In the records below, find the line that contains "index tip: (216, 172)" and the line that contains "ring dip: (292, 178)", then retype exactly those two lines and every line between them.
(Beginning of Records for the task)
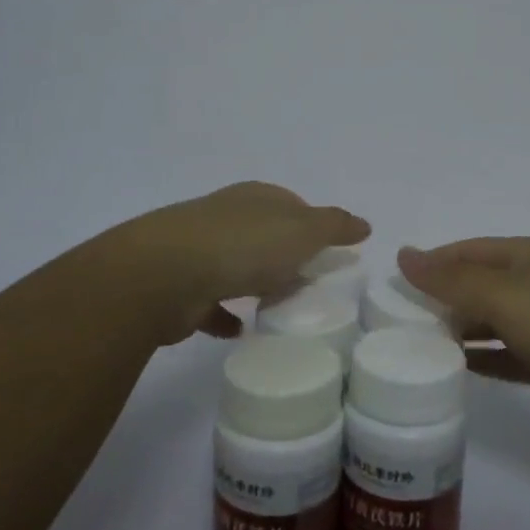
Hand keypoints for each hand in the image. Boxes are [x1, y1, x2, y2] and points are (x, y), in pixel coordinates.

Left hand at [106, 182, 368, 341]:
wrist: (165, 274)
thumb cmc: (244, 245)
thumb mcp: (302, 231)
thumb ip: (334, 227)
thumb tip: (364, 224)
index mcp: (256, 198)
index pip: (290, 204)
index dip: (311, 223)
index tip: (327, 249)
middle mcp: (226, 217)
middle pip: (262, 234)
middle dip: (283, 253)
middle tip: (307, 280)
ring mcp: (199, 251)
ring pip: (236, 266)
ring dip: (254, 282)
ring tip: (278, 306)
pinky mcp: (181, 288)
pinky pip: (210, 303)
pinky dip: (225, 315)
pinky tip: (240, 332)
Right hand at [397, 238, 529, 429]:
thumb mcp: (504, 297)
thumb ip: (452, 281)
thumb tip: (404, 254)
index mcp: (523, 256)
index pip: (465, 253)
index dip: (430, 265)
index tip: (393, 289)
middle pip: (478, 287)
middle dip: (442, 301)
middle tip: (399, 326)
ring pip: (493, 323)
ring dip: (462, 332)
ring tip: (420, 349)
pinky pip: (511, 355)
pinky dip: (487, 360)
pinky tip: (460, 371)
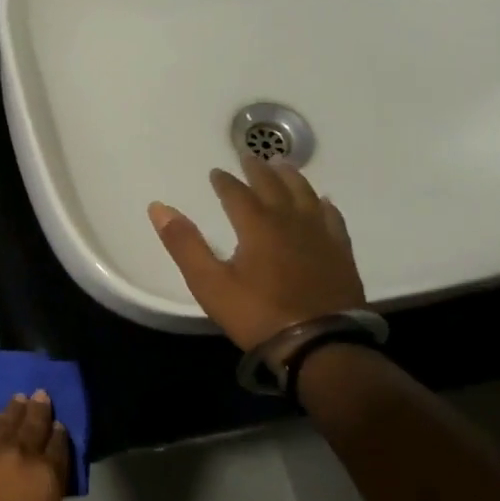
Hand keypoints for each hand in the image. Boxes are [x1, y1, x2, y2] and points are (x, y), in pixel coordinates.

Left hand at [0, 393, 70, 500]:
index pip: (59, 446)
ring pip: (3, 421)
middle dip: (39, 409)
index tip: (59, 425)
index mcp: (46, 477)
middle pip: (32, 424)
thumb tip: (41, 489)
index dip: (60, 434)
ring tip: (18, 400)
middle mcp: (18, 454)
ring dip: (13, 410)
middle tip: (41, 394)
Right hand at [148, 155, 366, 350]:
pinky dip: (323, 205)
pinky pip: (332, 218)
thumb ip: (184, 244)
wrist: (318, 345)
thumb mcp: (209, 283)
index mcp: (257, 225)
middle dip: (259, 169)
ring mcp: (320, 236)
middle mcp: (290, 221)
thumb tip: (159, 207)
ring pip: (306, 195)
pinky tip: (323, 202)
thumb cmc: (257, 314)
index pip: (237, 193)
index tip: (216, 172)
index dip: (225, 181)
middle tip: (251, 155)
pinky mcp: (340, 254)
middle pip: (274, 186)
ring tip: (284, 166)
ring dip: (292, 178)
(End of Records for the task)
(Beginning of Records for the task)
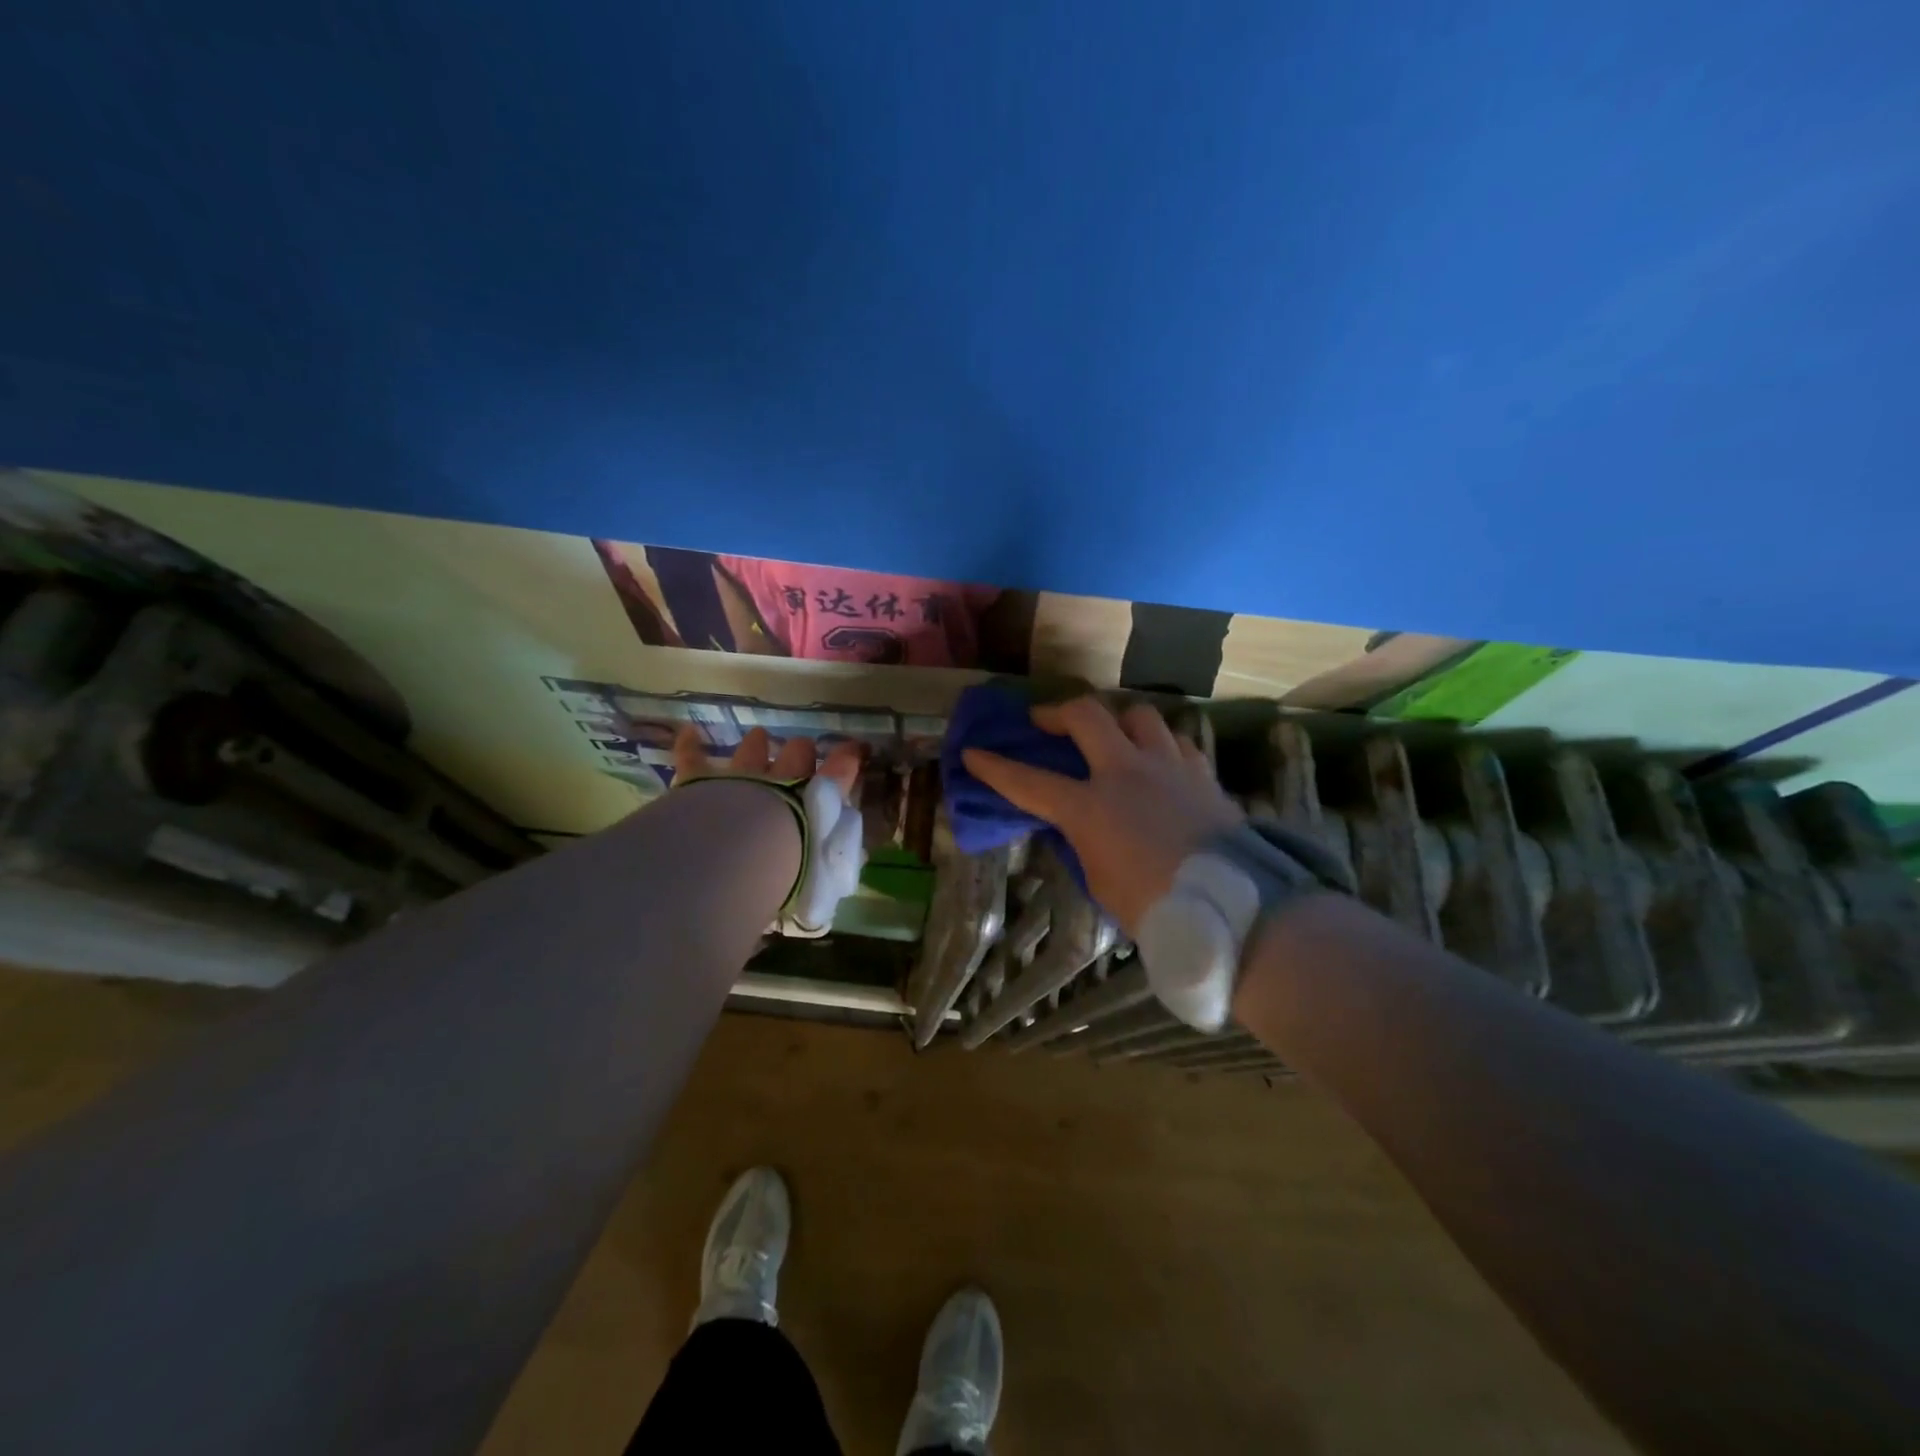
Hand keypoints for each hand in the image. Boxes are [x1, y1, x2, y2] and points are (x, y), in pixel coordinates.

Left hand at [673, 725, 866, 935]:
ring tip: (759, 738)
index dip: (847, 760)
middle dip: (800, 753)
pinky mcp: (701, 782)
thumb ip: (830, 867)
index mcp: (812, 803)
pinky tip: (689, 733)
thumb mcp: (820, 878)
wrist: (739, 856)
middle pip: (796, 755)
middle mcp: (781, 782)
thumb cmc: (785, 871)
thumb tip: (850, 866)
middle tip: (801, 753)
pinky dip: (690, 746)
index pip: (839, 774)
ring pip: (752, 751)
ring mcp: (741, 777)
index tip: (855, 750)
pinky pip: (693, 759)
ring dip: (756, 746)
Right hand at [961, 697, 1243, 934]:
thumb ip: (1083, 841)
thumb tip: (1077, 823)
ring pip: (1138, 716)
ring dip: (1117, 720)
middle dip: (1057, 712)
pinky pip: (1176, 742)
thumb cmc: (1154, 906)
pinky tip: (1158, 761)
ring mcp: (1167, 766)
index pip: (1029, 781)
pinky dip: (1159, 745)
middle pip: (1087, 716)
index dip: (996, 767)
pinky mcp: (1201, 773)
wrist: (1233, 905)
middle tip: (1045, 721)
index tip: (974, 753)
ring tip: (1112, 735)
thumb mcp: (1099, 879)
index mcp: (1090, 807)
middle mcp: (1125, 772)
(End of Records for the task)
(Beginning of Records for the task)
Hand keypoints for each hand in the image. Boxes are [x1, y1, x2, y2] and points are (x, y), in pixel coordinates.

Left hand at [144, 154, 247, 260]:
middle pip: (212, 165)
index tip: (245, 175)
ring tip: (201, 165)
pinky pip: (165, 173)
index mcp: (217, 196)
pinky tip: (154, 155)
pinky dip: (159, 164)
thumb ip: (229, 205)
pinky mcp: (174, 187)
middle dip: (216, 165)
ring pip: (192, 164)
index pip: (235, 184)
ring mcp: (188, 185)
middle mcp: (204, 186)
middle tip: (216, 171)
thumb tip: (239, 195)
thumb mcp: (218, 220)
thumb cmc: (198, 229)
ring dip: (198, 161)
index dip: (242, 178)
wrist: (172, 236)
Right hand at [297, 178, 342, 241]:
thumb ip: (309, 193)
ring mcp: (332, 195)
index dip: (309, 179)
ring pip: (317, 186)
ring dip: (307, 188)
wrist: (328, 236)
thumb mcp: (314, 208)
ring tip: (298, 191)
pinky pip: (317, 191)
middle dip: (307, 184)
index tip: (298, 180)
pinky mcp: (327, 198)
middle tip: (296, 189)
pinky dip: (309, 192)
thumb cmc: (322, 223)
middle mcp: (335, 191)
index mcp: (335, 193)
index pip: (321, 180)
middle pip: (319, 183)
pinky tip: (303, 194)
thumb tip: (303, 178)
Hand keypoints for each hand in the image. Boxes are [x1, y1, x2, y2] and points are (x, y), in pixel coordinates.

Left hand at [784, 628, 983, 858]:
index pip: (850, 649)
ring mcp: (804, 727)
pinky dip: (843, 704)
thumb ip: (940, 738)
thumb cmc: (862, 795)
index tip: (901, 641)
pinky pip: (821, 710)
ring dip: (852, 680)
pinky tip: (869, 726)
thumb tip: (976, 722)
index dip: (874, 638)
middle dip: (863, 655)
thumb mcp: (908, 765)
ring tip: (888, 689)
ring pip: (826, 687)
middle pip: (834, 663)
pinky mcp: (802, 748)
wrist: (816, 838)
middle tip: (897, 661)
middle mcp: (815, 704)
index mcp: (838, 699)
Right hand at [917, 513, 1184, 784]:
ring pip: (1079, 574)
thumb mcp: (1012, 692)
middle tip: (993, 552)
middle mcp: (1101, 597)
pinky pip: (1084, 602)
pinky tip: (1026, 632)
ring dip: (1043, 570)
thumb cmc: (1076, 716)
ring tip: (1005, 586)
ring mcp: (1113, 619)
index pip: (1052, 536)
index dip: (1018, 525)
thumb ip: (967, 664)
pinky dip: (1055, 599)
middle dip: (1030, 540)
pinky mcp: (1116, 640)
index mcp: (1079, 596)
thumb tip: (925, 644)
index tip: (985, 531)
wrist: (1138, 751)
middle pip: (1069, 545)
(End of Records for the task)
Result of this task:
index tip: (216, 172)
index dip: (225, 181)
middle tip: (251, 155)
pinky mcp: (340, 254)
middle pip: (274, 186)
ring tip: (284, 166)
ring dip: (292, 178)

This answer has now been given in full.